## TASK PROMPT
Search the entries for lines that contain the word "Paradise", and report each one found.

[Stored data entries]
=====
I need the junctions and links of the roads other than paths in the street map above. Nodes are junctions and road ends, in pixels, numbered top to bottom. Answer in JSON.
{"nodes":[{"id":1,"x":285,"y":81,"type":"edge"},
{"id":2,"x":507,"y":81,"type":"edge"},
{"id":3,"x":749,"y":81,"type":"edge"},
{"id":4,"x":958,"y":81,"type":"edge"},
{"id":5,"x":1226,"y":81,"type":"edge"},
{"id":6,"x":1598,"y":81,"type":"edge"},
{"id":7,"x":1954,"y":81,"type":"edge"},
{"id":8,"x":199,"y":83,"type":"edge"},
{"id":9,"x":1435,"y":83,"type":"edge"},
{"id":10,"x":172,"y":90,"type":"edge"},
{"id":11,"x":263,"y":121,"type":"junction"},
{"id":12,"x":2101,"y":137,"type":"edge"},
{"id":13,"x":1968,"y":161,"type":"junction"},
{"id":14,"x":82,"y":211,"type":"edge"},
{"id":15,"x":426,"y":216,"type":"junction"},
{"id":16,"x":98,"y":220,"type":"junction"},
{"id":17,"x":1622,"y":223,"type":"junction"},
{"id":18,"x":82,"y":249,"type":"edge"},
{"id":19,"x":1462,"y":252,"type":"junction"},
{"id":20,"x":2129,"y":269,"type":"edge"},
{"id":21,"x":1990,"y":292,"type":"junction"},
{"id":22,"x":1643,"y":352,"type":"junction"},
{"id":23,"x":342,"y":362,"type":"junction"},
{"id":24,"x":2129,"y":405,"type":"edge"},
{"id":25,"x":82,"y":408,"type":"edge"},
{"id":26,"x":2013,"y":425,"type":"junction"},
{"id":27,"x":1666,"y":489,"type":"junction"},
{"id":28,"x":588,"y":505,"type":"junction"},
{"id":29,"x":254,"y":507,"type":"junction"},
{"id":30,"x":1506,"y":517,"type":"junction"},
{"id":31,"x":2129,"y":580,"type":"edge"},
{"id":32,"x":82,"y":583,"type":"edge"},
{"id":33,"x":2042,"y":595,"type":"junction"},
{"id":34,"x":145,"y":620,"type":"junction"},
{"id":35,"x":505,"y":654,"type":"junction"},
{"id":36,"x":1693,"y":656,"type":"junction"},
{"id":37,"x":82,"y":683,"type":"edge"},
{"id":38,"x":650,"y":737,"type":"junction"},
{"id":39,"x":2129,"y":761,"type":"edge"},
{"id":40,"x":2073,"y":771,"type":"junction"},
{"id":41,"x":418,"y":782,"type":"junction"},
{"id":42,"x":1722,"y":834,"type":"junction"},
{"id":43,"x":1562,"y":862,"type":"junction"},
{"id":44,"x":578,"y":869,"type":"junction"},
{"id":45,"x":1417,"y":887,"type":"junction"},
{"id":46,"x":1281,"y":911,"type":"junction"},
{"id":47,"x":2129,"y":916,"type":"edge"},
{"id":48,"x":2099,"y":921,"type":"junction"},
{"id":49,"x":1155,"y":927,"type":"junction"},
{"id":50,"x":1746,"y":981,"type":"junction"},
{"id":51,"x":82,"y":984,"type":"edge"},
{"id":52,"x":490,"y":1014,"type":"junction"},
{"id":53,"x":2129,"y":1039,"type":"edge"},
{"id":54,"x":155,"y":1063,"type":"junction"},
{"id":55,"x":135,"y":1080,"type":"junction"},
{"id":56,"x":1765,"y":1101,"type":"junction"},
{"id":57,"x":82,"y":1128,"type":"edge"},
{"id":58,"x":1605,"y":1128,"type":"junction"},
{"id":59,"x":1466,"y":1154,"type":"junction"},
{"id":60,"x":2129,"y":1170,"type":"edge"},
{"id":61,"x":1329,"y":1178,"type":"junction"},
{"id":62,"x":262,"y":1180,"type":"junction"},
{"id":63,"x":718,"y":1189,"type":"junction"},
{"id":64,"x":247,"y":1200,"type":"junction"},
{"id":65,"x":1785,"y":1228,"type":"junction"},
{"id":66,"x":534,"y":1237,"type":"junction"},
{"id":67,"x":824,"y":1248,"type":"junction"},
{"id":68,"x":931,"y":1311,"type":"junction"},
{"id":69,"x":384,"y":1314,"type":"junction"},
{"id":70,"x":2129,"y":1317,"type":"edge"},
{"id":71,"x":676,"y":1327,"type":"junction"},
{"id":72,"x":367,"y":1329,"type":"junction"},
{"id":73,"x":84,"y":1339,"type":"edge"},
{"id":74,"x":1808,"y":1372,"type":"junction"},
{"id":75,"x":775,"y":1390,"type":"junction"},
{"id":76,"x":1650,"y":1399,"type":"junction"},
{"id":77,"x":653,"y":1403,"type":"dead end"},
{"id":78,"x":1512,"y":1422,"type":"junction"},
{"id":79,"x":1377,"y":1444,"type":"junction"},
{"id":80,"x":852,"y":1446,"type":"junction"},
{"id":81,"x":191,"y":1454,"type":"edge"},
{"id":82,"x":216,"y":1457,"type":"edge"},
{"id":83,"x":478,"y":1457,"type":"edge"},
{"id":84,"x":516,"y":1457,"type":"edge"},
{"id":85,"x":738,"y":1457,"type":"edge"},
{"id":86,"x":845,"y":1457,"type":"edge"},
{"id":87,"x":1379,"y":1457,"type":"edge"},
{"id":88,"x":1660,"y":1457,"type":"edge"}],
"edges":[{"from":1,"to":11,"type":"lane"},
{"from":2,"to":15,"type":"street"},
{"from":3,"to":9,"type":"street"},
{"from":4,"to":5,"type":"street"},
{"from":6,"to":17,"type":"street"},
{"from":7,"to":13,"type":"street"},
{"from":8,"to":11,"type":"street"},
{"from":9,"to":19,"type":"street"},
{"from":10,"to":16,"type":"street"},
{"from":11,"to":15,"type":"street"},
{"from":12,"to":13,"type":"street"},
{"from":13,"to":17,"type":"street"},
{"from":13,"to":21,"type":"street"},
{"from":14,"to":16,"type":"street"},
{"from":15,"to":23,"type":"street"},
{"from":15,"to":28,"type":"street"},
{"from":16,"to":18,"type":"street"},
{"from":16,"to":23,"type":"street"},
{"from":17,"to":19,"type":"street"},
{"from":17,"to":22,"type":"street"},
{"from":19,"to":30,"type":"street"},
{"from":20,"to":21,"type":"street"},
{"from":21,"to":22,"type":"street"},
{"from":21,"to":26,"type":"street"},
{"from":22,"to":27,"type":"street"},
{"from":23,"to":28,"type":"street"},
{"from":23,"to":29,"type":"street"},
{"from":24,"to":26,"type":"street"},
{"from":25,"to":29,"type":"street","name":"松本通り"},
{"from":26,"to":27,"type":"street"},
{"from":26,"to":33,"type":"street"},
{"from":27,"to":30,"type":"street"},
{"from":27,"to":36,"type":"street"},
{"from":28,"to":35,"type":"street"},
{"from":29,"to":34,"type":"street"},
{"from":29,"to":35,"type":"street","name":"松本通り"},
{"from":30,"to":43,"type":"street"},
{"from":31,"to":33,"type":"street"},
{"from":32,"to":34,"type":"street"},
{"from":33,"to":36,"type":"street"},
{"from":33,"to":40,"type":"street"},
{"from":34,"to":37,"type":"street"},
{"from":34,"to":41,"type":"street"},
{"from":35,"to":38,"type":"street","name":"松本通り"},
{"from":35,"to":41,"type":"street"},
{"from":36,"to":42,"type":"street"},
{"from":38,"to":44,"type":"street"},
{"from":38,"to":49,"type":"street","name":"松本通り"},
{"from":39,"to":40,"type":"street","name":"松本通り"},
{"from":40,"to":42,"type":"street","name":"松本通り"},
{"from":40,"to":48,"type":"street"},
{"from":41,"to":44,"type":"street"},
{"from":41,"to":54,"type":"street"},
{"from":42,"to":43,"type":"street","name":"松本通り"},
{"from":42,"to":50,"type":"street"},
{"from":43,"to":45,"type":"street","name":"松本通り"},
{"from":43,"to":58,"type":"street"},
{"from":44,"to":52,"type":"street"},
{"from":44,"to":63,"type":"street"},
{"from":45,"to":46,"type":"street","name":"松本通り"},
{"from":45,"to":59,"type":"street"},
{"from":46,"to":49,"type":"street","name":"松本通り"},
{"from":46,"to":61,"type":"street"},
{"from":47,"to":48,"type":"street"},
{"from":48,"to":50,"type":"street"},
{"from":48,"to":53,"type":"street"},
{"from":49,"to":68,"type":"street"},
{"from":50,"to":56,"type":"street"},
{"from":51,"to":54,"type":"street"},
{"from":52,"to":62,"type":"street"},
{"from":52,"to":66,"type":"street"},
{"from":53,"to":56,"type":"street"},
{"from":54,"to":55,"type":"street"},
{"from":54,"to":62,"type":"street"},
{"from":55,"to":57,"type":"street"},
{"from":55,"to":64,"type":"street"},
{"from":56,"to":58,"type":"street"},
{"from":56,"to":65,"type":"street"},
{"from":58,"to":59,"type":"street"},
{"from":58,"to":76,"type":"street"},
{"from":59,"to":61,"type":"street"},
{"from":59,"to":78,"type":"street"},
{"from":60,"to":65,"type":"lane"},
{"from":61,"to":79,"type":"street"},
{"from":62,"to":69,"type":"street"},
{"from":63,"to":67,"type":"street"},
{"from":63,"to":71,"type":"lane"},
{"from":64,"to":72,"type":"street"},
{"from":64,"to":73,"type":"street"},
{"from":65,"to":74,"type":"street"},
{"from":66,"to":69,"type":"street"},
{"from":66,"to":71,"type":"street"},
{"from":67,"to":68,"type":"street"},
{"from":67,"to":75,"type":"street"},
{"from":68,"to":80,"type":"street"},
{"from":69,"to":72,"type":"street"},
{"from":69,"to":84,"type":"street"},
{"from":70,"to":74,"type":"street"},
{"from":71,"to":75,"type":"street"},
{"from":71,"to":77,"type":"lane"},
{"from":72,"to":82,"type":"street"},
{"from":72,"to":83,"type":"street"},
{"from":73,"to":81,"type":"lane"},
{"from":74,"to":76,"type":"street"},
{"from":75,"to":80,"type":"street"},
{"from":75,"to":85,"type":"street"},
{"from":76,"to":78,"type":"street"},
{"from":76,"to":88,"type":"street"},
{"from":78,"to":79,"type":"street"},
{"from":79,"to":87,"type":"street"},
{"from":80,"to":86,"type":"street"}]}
=====
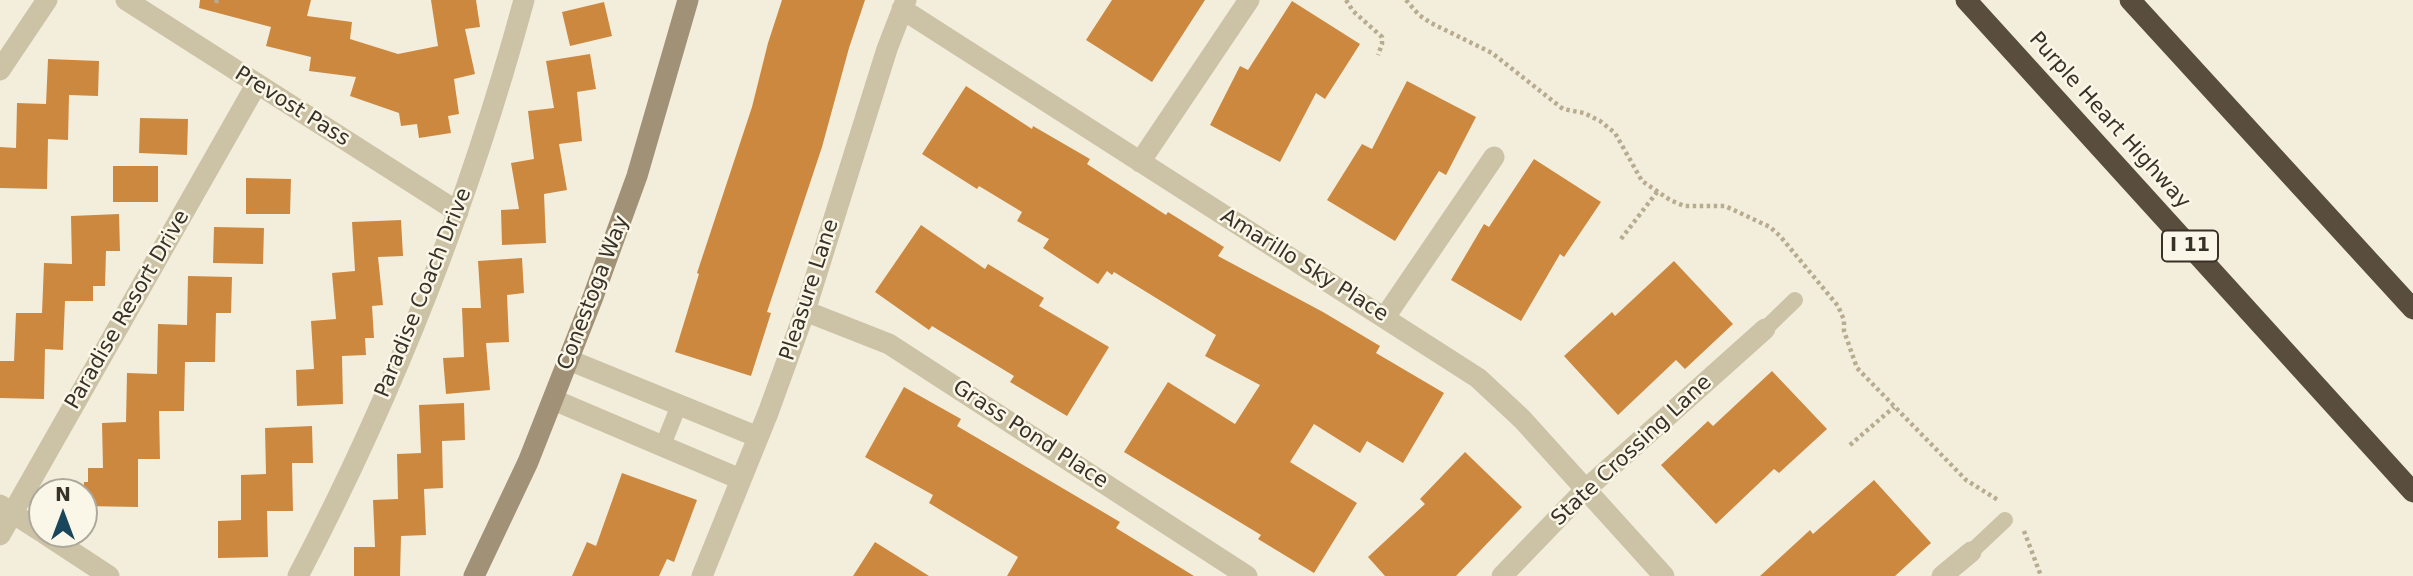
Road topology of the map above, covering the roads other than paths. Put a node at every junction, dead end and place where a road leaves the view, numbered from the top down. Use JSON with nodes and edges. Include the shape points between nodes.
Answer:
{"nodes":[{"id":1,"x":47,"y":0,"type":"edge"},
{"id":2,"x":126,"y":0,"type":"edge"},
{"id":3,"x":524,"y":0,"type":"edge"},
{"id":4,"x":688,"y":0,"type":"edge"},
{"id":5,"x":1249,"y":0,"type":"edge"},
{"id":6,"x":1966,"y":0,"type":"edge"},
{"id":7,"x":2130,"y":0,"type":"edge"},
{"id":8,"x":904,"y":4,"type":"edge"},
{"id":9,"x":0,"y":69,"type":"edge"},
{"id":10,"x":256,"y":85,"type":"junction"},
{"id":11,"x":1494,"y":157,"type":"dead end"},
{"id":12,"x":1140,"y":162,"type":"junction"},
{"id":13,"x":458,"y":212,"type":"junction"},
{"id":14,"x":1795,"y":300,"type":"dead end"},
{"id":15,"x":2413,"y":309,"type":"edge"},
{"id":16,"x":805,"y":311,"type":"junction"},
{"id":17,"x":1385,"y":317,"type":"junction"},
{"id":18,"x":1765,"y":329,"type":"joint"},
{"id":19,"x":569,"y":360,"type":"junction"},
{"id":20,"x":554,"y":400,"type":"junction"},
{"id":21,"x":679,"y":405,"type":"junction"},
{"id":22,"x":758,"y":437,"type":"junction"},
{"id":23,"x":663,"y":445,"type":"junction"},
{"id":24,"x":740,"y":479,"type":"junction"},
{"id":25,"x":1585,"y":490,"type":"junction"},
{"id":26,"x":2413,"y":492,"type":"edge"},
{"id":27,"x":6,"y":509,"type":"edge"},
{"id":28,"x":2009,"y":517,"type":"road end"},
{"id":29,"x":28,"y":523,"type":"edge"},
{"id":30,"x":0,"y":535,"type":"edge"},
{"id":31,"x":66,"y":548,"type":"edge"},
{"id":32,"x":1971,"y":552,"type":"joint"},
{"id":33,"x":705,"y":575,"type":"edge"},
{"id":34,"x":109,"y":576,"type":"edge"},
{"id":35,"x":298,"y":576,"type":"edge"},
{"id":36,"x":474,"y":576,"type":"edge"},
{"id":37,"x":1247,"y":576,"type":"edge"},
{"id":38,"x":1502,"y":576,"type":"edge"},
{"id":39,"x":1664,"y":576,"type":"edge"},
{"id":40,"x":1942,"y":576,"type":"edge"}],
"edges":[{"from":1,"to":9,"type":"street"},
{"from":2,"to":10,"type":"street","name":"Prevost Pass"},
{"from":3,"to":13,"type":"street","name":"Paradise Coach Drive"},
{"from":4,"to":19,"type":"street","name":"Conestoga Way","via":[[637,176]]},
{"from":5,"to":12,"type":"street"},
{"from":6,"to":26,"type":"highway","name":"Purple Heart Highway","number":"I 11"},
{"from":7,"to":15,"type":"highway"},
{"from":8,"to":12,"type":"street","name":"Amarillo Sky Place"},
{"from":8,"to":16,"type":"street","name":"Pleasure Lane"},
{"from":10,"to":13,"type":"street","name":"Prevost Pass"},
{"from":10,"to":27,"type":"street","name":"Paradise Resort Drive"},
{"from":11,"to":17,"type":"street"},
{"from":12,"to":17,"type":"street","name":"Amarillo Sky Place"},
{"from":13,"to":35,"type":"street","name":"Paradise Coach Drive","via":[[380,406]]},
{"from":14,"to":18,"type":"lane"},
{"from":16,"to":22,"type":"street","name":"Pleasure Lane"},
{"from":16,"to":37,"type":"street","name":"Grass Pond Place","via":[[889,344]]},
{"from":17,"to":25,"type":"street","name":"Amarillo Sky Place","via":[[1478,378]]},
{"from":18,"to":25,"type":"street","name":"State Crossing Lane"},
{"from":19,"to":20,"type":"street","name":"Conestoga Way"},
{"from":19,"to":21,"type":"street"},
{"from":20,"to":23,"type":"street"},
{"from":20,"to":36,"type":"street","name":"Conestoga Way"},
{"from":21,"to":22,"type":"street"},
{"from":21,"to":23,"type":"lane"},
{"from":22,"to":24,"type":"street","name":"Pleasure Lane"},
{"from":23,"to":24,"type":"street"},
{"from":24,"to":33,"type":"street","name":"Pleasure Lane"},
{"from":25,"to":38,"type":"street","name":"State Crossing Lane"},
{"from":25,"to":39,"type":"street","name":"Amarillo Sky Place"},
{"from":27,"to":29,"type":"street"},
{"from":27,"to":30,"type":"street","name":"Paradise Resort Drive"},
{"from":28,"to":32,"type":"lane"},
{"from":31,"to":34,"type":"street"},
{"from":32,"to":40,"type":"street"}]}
=====
## OUTPUT FOR THIS EXERCISE
{"from":3,"to":13,"type":"street","name":"Paradise Coach Drive"},
{"from":10,"to":27,"type":"street","name":"Paradise Resort Drive"},
{"from":13,"to":35,"type":"street","name":"Paradise Coach Drive","via":[[380,406]]},
{"from":27,"to":30,"type":"street","name":"Paradise Resort Drive"},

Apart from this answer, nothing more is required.